Exercise directions: Tell me how many lines of the entries below include the string "wherever", and give only the number.

Given entries:
········

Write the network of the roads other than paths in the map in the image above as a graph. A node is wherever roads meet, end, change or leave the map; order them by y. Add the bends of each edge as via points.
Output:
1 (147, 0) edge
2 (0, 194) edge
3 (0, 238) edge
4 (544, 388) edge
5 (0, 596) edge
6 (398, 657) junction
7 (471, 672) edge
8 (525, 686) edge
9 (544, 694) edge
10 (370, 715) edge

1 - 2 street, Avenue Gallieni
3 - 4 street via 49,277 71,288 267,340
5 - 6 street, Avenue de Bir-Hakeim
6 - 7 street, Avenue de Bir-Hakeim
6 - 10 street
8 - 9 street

········

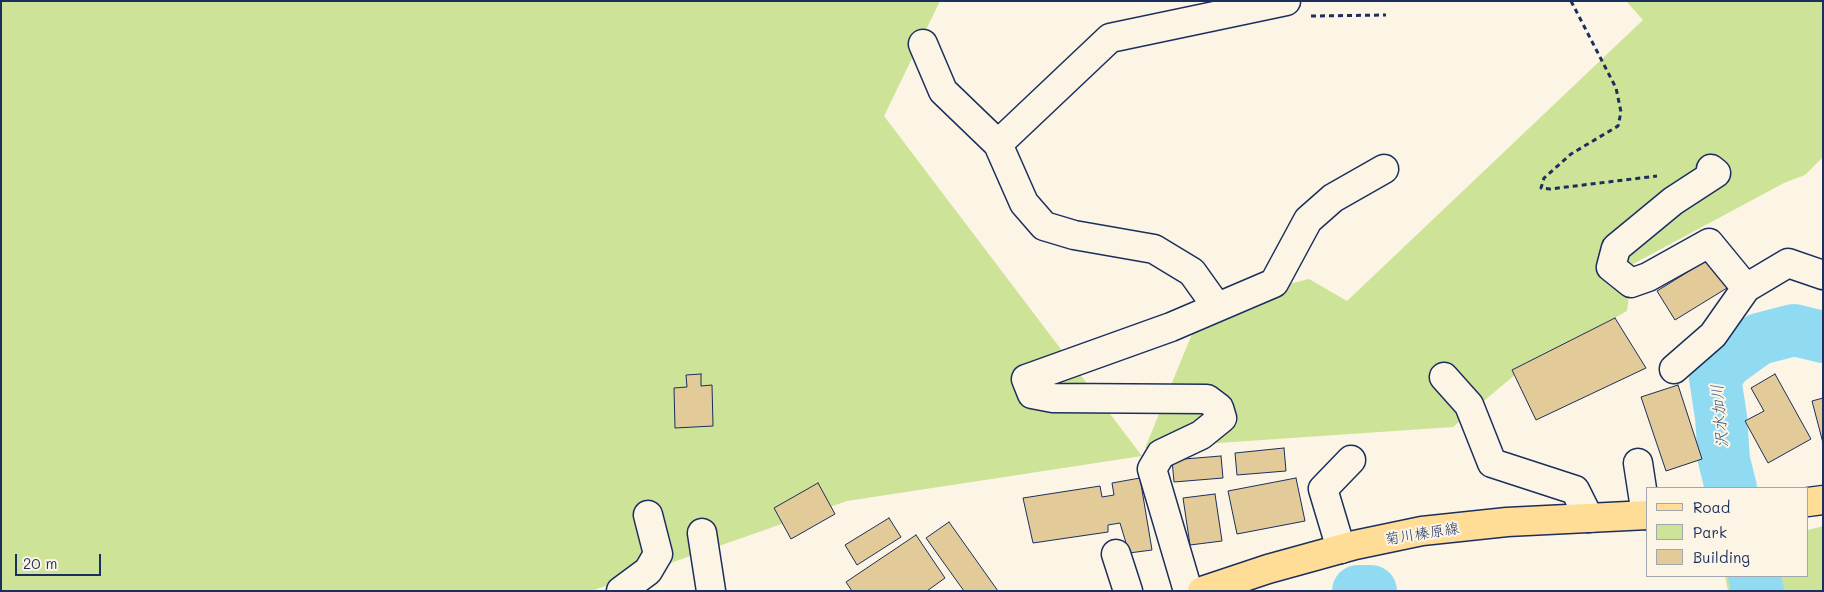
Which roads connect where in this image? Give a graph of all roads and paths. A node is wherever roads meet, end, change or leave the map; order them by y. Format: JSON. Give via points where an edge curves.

········

Response to this exercise: 2